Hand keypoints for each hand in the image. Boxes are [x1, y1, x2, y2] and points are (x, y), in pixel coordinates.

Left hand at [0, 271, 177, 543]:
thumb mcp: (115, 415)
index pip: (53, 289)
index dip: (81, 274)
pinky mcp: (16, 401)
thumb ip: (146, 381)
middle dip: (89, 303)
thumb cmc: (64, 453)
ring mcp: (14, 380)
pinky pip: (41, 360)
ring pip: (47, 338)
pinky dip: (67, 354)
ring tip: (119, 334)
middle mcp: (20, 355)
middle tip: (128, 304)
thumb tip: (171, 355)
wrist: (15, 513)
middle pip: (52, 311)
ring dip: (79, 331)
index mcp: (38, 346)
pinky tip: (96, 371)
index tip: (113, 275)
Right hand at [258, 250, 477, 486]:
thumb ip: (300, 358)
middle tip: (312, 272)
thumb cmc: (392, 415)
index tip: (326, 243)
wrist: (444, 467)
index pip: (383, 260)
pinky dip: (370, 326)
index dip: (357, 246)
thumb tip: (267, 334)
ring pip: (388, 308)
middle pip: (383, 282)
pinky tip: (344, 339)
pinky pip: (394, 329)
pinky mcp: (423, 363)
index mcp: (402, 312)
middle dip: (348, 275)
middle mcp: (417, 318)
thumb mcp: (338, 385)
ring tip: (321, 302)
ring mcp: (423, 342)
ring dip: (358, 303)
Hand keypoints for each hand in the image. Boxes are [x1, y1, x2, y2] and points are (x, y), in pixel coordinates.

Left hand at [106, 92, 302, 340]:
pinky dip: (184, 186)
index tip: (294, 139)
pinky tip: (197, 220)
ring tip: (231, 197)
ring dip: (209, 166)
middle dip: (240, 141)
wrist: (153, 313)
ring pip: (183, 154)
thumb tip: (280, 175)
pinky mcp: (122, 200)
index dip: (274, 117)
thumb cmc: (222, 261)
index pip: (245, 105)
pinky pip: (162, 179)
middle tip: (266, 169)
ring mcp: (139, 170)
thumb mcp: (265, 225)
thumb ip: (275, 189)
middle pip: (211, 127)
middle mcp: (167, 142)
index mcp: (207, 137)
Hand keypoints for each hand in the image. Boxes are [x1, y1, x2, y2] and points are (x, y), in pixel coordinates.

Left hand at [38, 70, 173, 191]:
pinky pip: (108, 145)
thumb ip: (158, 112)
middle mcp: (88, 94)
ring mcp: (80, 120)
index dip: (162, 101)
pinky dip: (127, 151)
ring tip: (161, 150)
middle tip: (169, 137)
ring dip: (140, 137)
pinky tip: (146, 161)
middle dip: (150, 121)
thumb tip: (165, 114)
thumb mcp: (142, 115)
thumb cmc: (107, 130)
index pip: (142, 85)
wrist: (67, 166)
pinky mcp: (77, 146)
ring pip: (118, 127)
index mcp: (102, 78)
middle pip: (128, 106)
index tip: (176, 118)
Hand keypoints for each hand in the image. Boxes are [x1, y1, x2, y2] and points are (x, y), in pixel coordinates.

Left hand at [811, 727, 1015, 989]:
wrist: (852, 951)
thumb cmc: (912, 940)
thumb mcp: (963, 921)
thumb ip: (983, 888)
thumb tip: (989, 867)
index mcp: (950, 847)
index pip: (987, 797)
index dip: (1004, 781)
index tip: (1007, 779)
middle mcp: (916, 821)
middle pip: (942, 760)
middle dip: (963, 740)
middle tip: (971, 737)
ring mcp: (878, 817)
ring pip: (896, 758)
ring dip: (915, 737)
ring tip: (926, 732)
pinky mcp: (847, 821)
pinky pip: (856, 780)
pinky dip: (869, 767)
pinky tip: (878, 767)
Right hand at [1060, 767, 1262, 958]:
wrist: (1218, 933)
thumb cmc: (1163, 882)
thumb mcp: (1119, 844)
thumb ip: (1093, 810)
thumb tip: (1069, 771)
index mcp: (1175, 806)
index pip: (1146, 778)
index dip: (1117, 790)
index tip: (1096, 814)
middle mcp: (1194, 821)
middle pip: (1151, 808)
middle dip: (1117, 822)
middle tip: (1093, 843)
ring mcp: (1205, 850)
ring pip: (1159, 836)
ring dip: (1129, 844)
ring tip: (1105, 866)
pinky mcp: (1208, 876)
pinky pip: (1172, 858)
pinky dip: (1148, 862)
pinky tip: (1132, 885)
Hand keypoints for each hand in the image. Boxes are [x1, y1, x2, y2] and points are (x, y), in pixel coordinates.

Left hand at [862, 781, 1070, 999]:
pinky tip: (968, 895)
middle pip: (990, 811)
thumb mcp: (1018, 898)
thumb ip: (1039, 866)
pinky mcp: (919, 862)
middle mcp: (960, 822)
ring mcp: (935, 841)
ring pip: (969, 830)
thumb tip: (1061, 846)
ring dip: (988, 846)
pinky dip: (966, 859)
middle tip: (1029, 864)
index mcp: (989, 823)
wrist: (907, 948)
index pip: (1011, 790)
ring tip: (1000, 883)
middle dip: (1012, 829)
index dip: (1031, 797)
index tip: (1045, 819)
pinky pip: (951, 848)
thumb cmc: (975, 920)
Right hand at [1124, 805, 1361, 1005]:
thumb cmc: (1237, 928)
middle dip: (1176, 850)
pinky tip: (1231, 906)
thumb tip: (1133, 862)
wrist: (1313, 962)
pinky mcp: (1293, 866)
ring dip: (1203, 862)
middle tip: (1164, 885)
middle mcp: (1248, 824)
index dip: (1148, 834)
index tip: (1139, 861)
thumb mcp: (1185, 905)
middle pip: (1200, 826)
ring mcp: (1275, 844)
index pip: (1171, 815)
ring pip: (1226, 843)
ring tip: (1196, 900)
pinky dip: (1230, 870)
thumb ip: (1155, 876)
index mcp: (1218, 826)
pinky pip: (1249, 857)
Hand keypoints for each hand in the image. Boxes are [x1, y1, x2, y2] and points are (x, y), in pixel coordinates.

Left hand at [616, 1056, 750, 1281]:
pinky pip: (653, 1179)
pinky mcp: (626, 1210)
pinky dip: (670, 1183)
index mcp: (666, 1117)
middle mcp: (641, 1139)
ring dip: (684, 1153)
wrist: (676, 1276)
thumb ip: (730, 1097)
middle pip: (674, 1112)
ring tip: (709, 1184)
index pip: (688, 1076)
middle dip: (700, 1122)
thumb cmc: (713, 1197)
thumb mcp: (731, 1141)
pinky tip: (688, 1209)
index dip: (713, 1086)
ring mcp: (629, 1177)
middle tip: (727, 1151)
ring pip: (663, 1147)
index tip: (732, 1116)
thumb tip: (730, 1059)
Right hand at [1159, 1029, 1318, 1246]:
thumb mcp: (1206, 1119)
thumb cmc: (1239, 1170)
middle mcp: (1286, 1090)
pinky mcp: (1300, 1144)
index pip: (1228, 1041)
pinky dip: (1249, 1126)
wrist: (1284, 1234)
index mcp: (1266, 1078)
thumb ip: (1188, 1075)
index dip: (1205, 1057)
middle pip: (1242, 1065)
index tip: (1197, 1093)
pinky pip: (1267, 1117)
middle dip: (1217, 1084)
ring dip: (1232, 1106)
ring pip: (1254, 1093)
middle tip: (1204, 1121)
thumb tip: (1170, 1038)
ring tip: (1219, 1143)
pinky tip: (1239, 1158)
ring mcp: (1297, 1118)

§ WHAT NEEDS TO BE DONE:
With the line holding "thumb ip: (1155, 876)" as the first and the line holding "pinky mcp: (626, 1210)" as the last, set down that range of the entries above exactly, and nothing else.

§ SOLUTION FOR THIS TASK:
thumb ip: (1155, 876)
index mcp: (1218, 826)
pinky pip: (1249, 857)
Hand keypoints for each hand in the image. Boxes are [x1, y1, x2, y2] and points are (x, y), in pixel coordinates.

Left hand at [616, 1056, 750, 1281]:
pinky pip: (653, 1179)
pinky mcp: (626, 1210)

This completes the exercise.